In order to understand the story of China, it is important to start with the recognition that contrary to much of what we have been hearing in the last few years, there is nothing particularly unique or extraordinary about what is happening within the economy. Certainly China has grown at a tremendous rate in the last 30 years, but lots of countries have had investment-growth miracles. Maybe not as long as China and maybe not as profound as China’s investment, but there is quite a lot that we can learn about what is happening in China from looking at previous experiences.

It turns out that the Chinese growth story is one we have seen many times before, and it typically starts out very well. The story begins with the period in which the country, in this case China, has come to be systematically invested. Twenty years ago, thirty years ago, China had no roads, no airports, no manufacturing capacity. Its economy had been pretty much decimated between the period of the anti-Japanese war and then the first two or three decades of Communist leadership. So what China really needed was a significant increase in investment to raise its productivity level, and in fact, that is what happened. We saw investments grow very rapidly during this period. And with all of that increased investment, investment in manufacturing capacity and investment in infrastructure, etc., with all of that investment, we saw very strong, very robust growth take place in the Chinese economy.

But the problem that this model has always faced is that after many years of investment, two things happen: First, the political and economic system gets built around this constantly increasing level of investments, and second, we move from a period in which it is fairly easy to identify economically viable projects – basically, China did not have anything and could use a little bit of everything – to a period in which investment levels are still high. China has the highest investment rate ever recorded, and the highest growth rate of investment probably ever recorded, that we start to run out of economically viable projects.
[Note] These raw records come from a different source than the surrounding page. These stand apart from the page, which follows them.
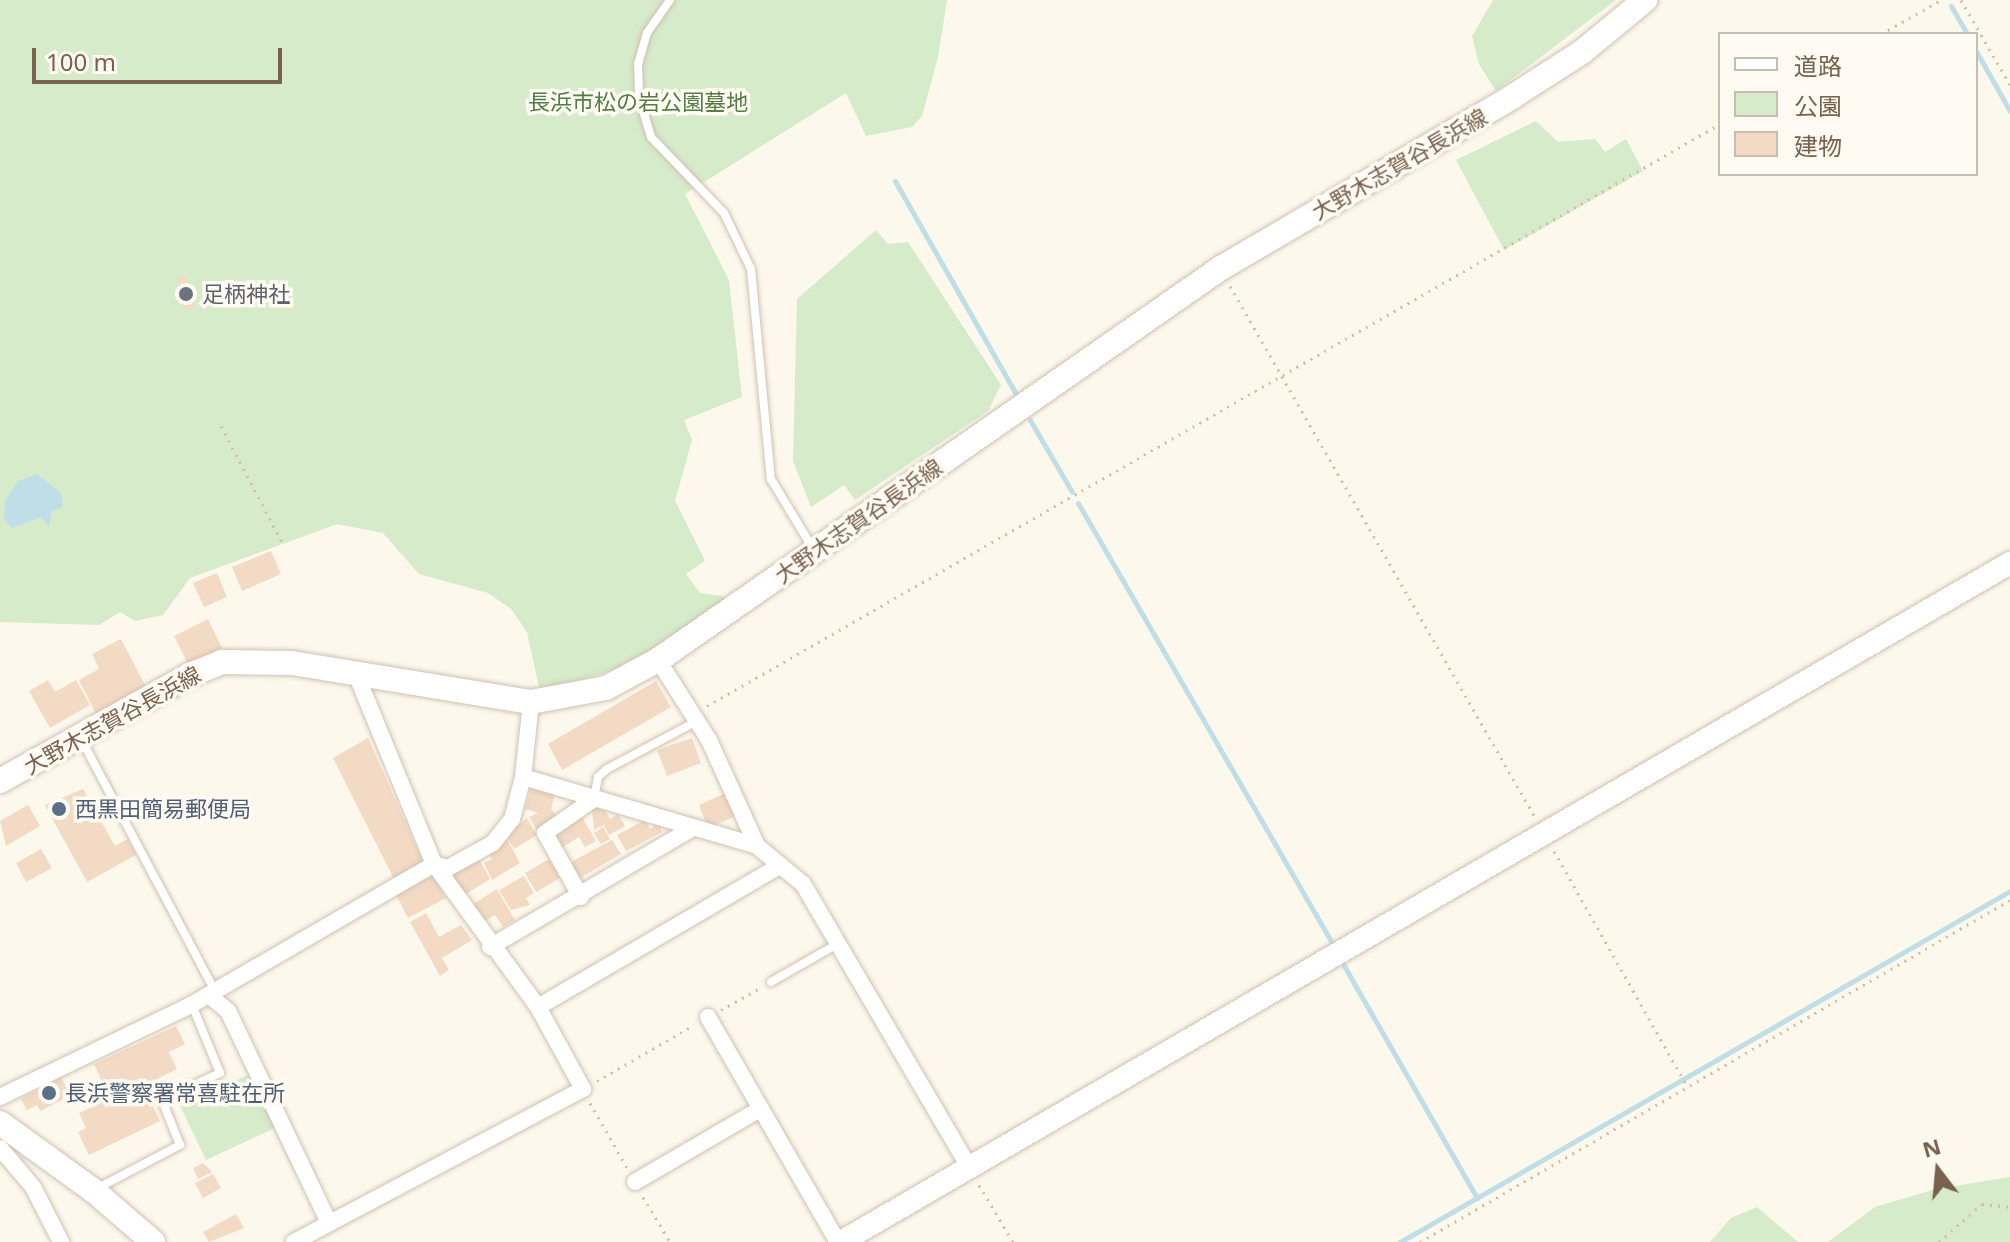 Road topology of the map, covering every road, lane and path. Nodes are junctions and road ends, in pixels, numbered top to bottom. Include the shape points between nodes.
1 (670, 0) edge
2 (1645, 0) edge
3 (1941, 0) edge
4 (1961, 0) edge
5 (1885, 32) edge
6 (2010, 85) edge
7 (1718, 125) edge
8 (1221, 268) junction
9 (1282, 377) junction
10 (221, 426) dead end
11 (282, 542) dead end
12 (815, 551) junction
13 (2010, 563) edge
14 (658, 660) junction
15 (356, 674) junction
16 (531, 702) junction
17 (694, 718) junction
18 (80, 738) junction
19 (523, 777) junction
20 (0, 781) edge
21 (594, 799) junction
22 (691, 829) junction
23 (1543, 831) junction
24 (757, 846) junction
25 (434, 864) junction
26 (781, 865) junction
27 (581, 897) junction
28 (2010, 900) edge
29 (839, 943) junction
30 (490, 947) junction
31 (771, 982) joint
32 (212, 993) junction
33 (191, 1005) junction
34 (538, 1007) junction
35 (708, 1017) junction
36 (1687, 1086) junction
37 (583, 1089) junction
38 (0, 1097) edge
39 (760, 1109) junction
40 (0, 1123) edge
41 (0, 1148) edge
42 (51, 1162) junction
43 (967, 1164) junction
44 (635, 1182) junction
45 (33, 1187) junction
46 (94, 1191) junction
47 (2010, 1207) edge
48 (329, 1223) junction
49 (61, 1242) edge
50 (153, 1242) edge
51 (294, 1242) edge
52 (670, 1242) edge
53 (840, 1242) edge
54 (1013, 1242) edge
55 (1420, 1242) edge
56 (1939, 1242) edge

1 - 12 lane via 647,33 638,64 639,97 651,137 724,213 751,269 771,479
2 - 8 main road, 大野木志賀谷長浜線 via 1582,52 1512,97
3 - 5 path
4 - 6 path
7 - 9 path
8 - 9 path
8 - 12 main road, 大野木志賀谷長浜線
9 - 17 path
9 - 23 path
10 - 11 path
12 - 14 main road, 大野木志賀谷長浜線
13 - 23 street
14 - 16 main road, 大野木志賀谷長浜線 via 606,688
14 - 17 street
15 - 16 main road, 大野木志賀谷長浜線
15 - 18 main road, 大野木志賀谷長浜線 via 292,663 222,662
15 - 25 street
16 - 19 street
17 - 21 lane via 607,769 598,777
17 - 24 street
18 - 20 main road, 大野木志賀谷長浜線
18 - 32 lane
19 - 21 street
19 - 25 street via 504,831 448,868
21 - 22 street
21 - 27 street via 545,833
22 - 24 street
22 - 27 street
23 - 36 path
23 - 43 street
24 - 26 street
25 - 30 street
25 - 32 street
26 - 29 street via 803,884
26 - 34 street
27 - 30 street
28 - 36 path
29 - 31 lane
29 - 43 street
30 - 34 street
31 - 35 path
32 - 33 street
32 - 48 street via 228,1011
33 - 38 street
33 - 46 lane via 220,1073 162,1100 180,1145
34 - 37 street
35 - 37 path
35 - 39 street
36 - 55 path
37 - 44 path
37 - 48 street
39 - 44 street
39 - 53 street
40 - 42 main road
41 - 45 street
42 - 45 street
42 - 46 main road
43 - 53 street
43 - 54 path
44 - 52 path
45 - 49 street
46 - 50 main road
47 - 56 path via 1982,1204
48 - 51 street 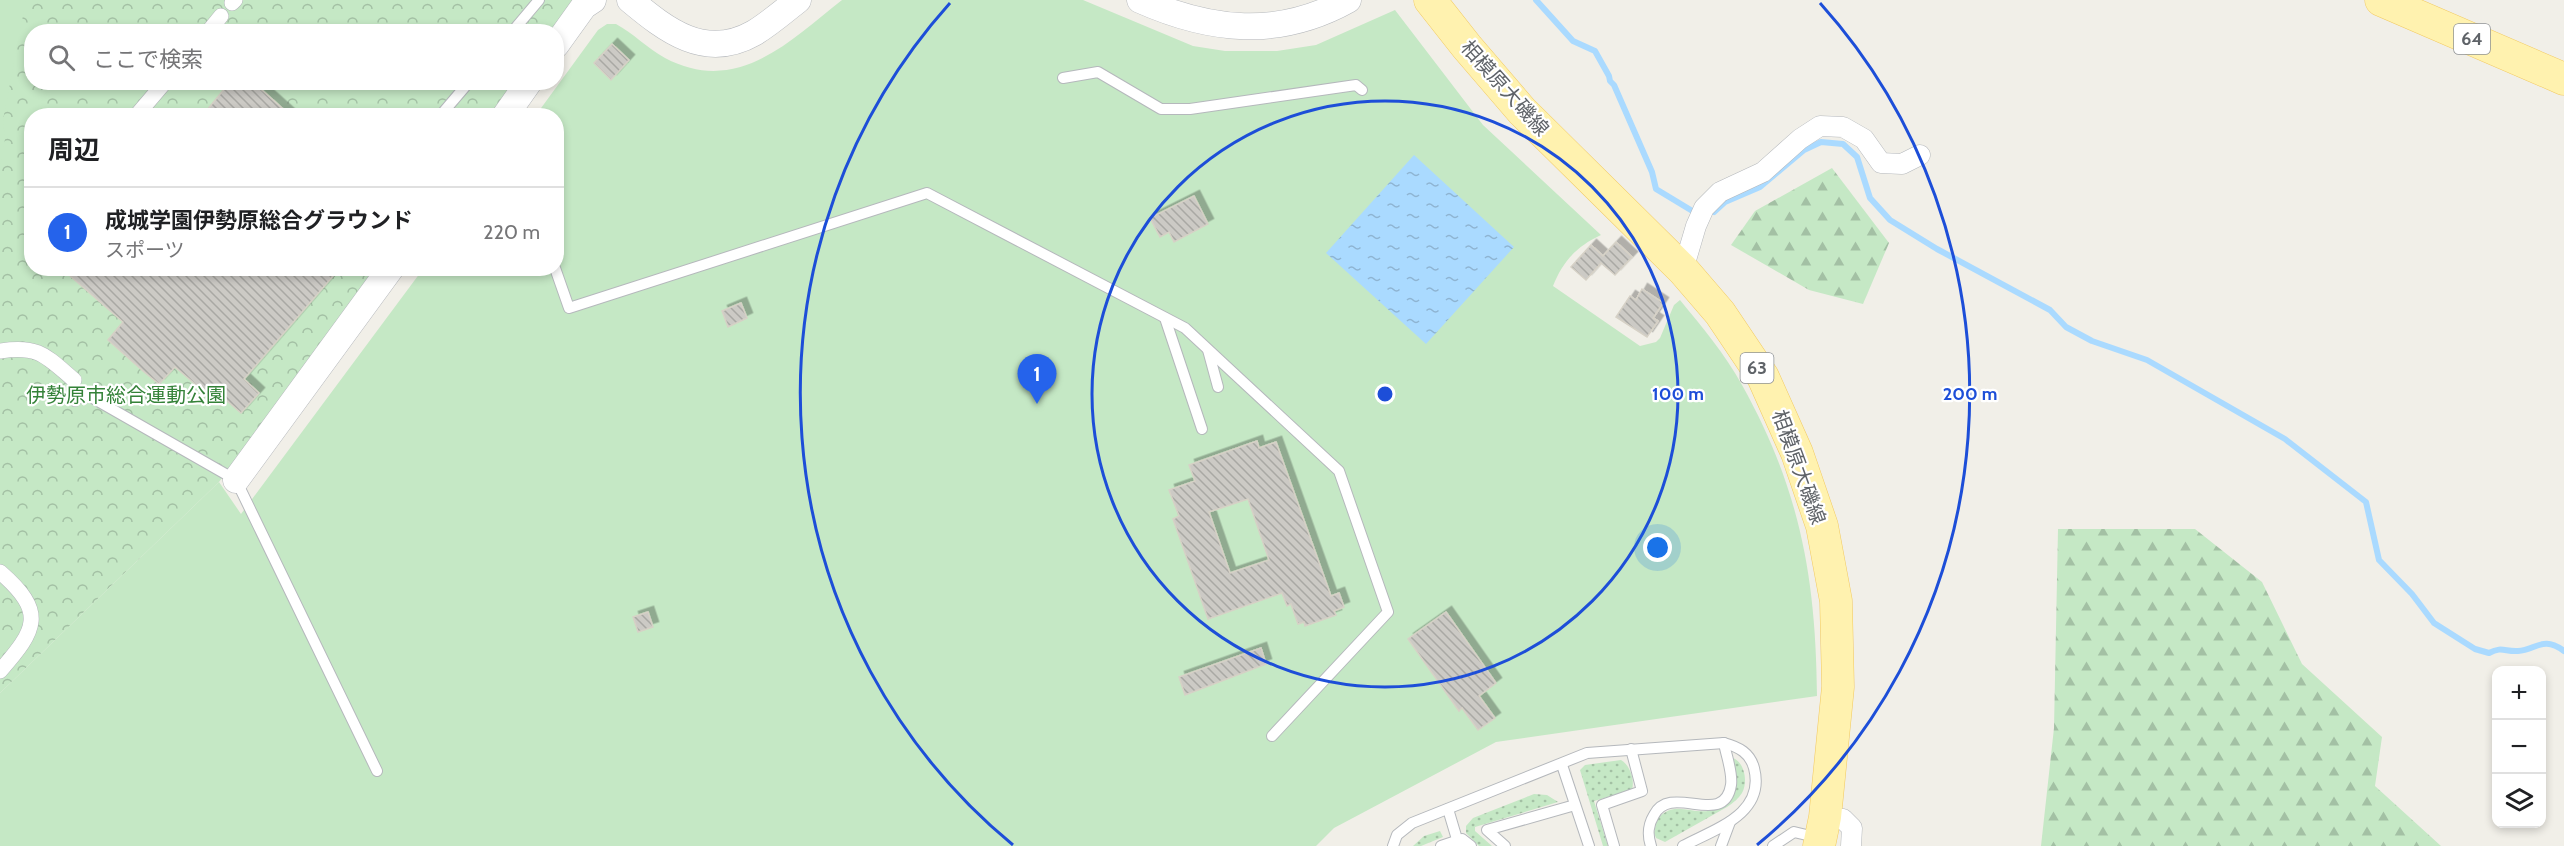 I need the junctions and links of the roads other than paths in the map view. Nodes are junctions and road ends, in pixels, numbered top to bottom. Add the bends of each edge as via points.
1 (539, 0) edge
2 (593, 0) edge
3 (630, 0) edge
4 (798, 0) edge
5 (1140, 0) edge
6 (1348, 0) edge
7 (1430, 0) edge
8 (2381, 0) edge
9 (221, 16) dead end
10 (214, 24) edge
11 (519, 24) edge
12 (564, 34) edge
13 (1063, 78) dead end
14 (2564, 79) edge
15 (158, 90) edge
16 (462, 90) edge
17 (523, 90) edge
18 (1362, 90) dead end
19 (143, 108) edge
20 (447, 108) edge
21 (511, 108) edge
22 (1920, 155) dead end
23 (1683, 270) junction
24 (385, 276) edge
25 (558, 276) edge
26 (1165, 318) junction
27 (1208, 350) junction
28 (0, 351) edge
29 (74, 380) dead end
30 (1218, 387) dead end
31 (75, 401) dead end
32 (1202, 429) dead end
33 (236, 480) junction
34 (0, 572) edge
35 (0, 671) edge
36 (1272, 736) dead end
37 (1724, 743) junction
38 (1631, 749) junction
39 (1562, 765) junction
40 (378, 771) dead end
41 (1575, 805) junction
42 (1448, 809) junction
43 (1730, 822) junction
44 (1821, 834) edge
45 (1458, 843) edge
46 (1393, 846) edge
47 (1441, 846) edge
48 (1471, 846) edge
49 (1505, 846) edge
50 (1589, 846) edge
51 (1614, 846) edge
52 (1651, 846) edge
53 (1683, 846) edge
54 (1721, 846) edge
55 (1773, 846) edge
56 (1851, 846) edge

1 - 11 lane
2 - 12 street
3 - 4 street via 674,34 719,43 755,32
5 - 6 street via 1175,16 1236,27 1293,21
7 - 23 main road, 相模原大磯線 / 63 via 1522,111
8 - 14 main road, 64
9 - 10 street
13 - 18 lane via 1098,72 1161,109 1190,109 1356,85
15 - 19 street
16 - 20 lane
17 - 21 street
22 - 23 street via 1902,164 1881,163 1864,139 1843,128 1820,126 1763,172 1720,192 1700,217
23 - 44 main road, 相模原大磯線 / 63 via 1720,313 1763,377 1797,453 1822,526 1836,601 1838,687
24 - 33 street
25 - 26 lane via 569,308 927,192
26 - 27 lane via 1185,328
26 - 32 lane
27 - 30 lane
27 - 36 lane via 1339,471 1388,612
28 - 29 street via 16,348 42,352
31 - 33 lane via 82,395 89,396
33 - 40 lane
34 - 35 street via 28,601 31,620 26,640
37 - 38 lane
37 - 43 lane via 1745,752 1757,781 1750,803
37 - 52 lane via 1732,783 1728,793 1710,806 1674,800 1665,803 1649,824
38 - 39 lane via 1587,753
38 - 51 lane via 1642,791 1602,805
39 - 41 lane
39 - 42 lane
41 - 49 lane via 1487,830
41 - 50 lane
42 - 45 lane
42 - 46 lane via 1403,828
43 - 53 lane
43 - 54 lane
44 - 55 lane via 1794,832
44 - 56 street via 1843,819 1852,828
45 - 47 lane
45 - 48 lane via 1462,838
But because the system was so geared towards continuous increases in investment, we keep on investing, and when that happens, investments become allocated into projects that do not generate sufficient real returns on a social basis.

And so, since these investments are funded by debt, one of the consequences is that automatically you find debt growing faster than debt servicing capacity, which, of course, is unsustainable. This, by the way, has happened to every single country that has followed this growth model, so it should not be such a shock to us, but it is happening to China, too. The problem is, we have been doing this for so long, I think in retrospect we will probably look back and see China as the most extravagant period of overinvestment ever seen, exceeding even Japan in the 1980s – that is, if the result has been that that debt models in China are extremely high.

So all of this talk about rebalancing the Chinese economy is basically a recognition of this fact. We can no longer count on investment to drive growth, because investment is being mis-allocated, but unfortunately, the economy is so dependent on investment that if you bring investment levels down – which you have to do if you want to address the debt problem – then you also bring growth down very significantly. We just started to see that process. Investment has not come down, it has not even slowed that dramatically; it has slowed a little bit. Growth rates dropped from roughly 10%, which is where they were before 2008, 2009, to around 7% today, and I suspect they are going to drop an awful lot more before this process stops.